Yaklaşık 1.400 yıl önce, 150 göçmen (Hicret) göç ettiğinde, Medine'de onları ağırlayan yaklaşık 15.000 Ensar bulunmaktaydı. Bu, yaklaşık %1'lik bir orandı. Günümüz bağlamında, 80 milyon nüfusa sahip Türkiye'de, 17 milyonun üzerinde mültecinin akını çok büyük bir ölçeğe ulaştı. Ne yazık ki, endişe verici bir hızla toplum olarak, II. Dünya Savaşı öncesi Nazi Almanyası'na benzeyen bir faşizme doğru ilerliyor gibi görünüyoruz, mevcut siyasi iradenin önlem alamadığı engelleyemediği bir durum gibi görünüyor. Yakın gelecekte Suriyeli ve diğer Pakistanlı, Afgan ve Afrikalı göçmenlere, Türk milliyetçisi gruplar tarafından saldırılar olabilir ve iş yerleri hasar görebilir. Elbette, bu eylemlerin karşı sonuçları olacaktır. Depremler, sel felaketleri veya büyük kazalar gibi zayıf korunaksız olduğumuz zamanlarda, mülteci çetelerinin yağmalama, hırsızlık ve diğer suç faaliyetlerine girdiğini gözlemleyebiliriz. Mültecilerin Türkçe öğrenmeye veya topluma entegre olmaya pek niyeti gibi görünmüyor. Bunun yerine, göç ettikleri ülkelerde ortaçağ kültürlerini ve yerel Arap dillerini kullanmaya devam etmeyi amaçlıyorlar. Daha iyi sağlık hizmetlerimizden ve sosyal yardım imkanlarımızdan faydalanırken hızla çoğalıyorlar.
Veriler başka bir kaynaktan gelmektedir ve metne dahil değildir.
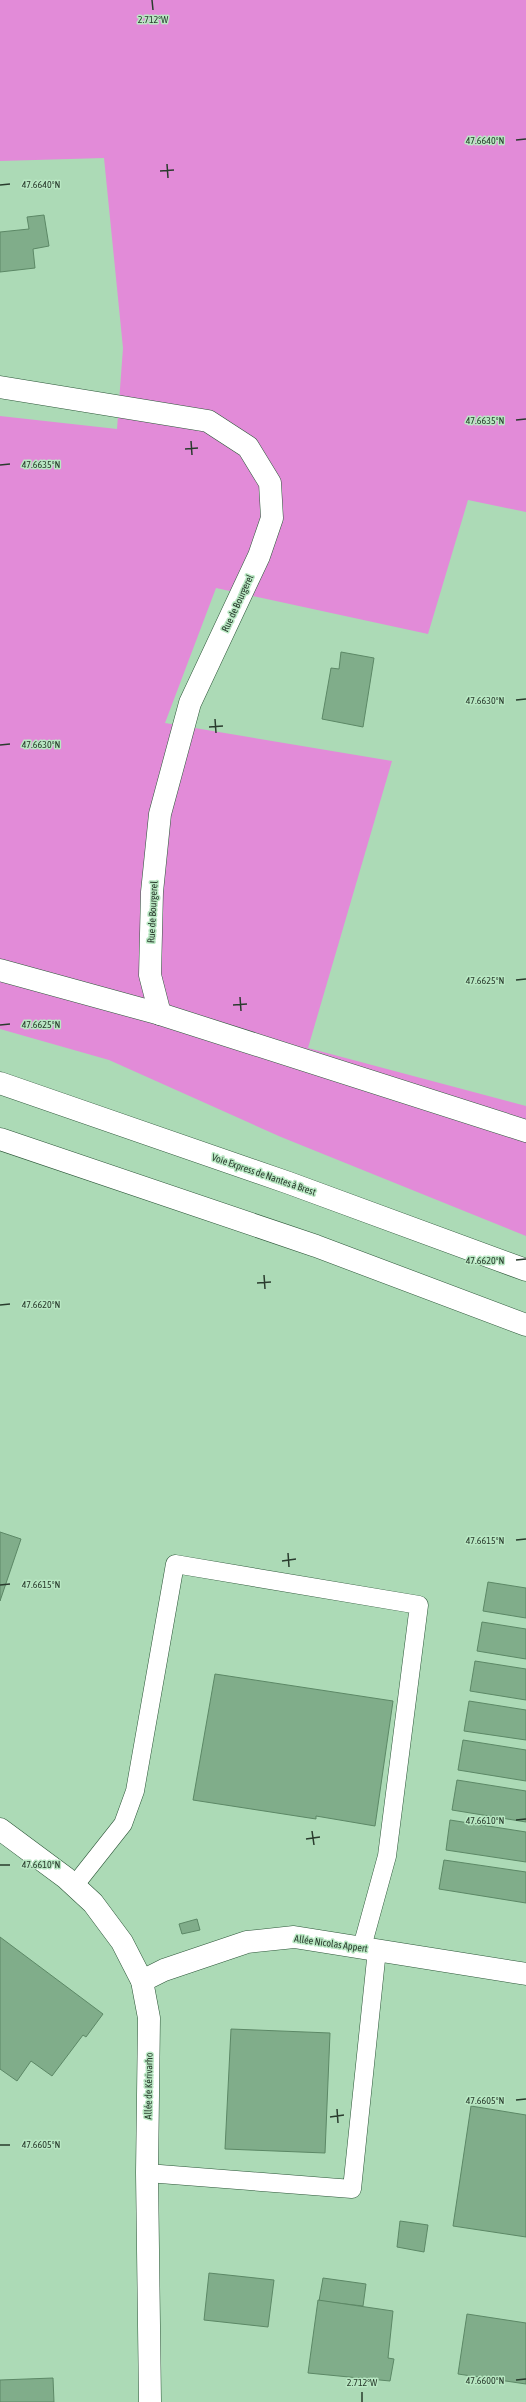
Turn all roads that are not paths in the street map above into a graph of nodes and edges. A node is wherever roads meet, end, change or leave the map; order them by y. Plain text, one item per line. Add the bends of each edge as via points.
1 (0, 387) edge
2 (0, 970) edge
3 (160, 1014) junction
4 (0, 1083) edge
5 (526, 1131) edge
6 (0, 1139) edge
7 (526, 1270) edge
8 (526, 1325) edge
9 (0, 1829) edge
10 (74, 1886) junction
11 (370, 1949) junction
12 (526, 1974) edge
13 (142, 1981) junction
14 (147, 2173) junction
15 (150, 2402) edge

1 - 3 main road, Rue de Bourgerel via 208,421 248,447 270,483 272,518 259,556 190,703 160,814 152,892 150,975
2 - 3 main road
3 - 5 main road
4 - 7 main road, Voie Express de Nantes à Brest via 282,1180
6 - 8 main road via 316,1246
9 - 10 main road, Allée de Kérivarho
10 - 11 lane via 123,1824 135,1791 175,1564 419,1605 387,1856
10 - 13 main road, Allée de Kérivarho via 93,1903 122,1942
11 - 12 main road, Allée Nicolas Appert
11 - 13 main road, Allée Nicolas Appert via 294,1937 246,1942 164,1970
11 - 14 lane via 352,2189
13 - 14 main road, Allée de Kérivarho via 150,2018
14 - 15 main road, Allée de Kérivarho

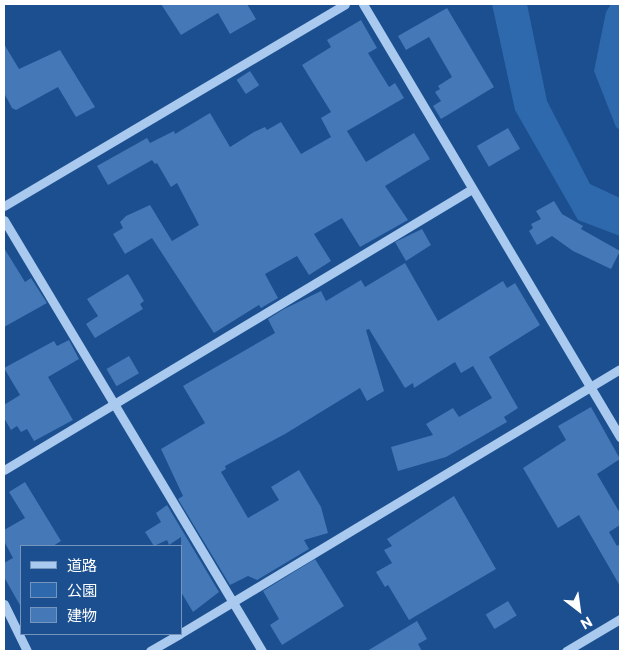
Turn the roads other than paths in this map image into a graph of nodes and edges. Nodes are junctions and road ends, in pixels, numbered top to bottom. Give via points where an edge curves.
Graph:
1 (345, 4) edge
2 (363, 4) edge
3 (472, 189) junction
4 (4, 206) edge
5 (4, 220) edge
6 (620, 368) edge
7 (590, 386) junction
8 (114, 404) junction
9 (620, 436) edge
10 (4, 470) edge
11 (232, 602) junction
12 (4, 604) edge
13 (620, 619) edge
14 (182, 632) edge
15 (177, 635) edge
16 (27, 651) edge
17 (150, 651) edge
18 (262, 651) edge
19 (566, 651) edge

1 - 4 street
2 - 3 street
3 - 7 street
3 - 8 street
5 - 8 street
6 - 7 street
7 - 9 street
7 - 11 street
8 - 10 street
8 - 11 street
11 - 14 street
11 - 18 street
12 - 16 street
13 - 19 street
15 - 17 street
Kadınları genellikle evlere hapsolmuş durumda, sıkça zayıf, pasif ve itaatkar görünüyorlar.
Almanya'ya ilk gelen göçmenler beş yıl önce Almanca öğrenme fırsatı bulmuş ve Alman çevresine uyum sağlamak için eğitim almışlardı. O zamanlar, aynı otobüsle seyahat ettiğim çocuklar ve genç mülteci insanlar, benden daha iyi Almanca konuşuyorlardı. Şimdi, çocuk mülteciler kusursuz Almanca konuşabiliyorlar. Yetişkin biri olarak Almanca öğrenmek zordur ve genellikle çocukluk yıllarında anaokulu ve ilkokul yılları boyunca öğrenilir. Bu mülteciler Alman toplumuna entegre olmuş ve çoğu artık özenli çalışanlar, düzenli çalışma, dakiklik, sözlerine sadık kalma, etik ve dürüstlük gibi Alman değerleriyle uyumlu davranışlar sergiliyor. Almanya'ya kabul edilen mülteciler genellikle yüksek eğitimli olup toplumun üst tabakasına aittir. Mültecilerin toplumumuza entegre olma şansı ve niyetleri oldukça sınırlı gibi görünüyor. Geçen on yıl boyunca siyasi manzara istenmeyen bir ortam yarattı ve toplumun bu duruma bir şekilde tepki vermesi neredeyse kaçınılmaz hale geldi.
Maalesef, bu karmaşık soruna basit bir çözüm bulunmuyor.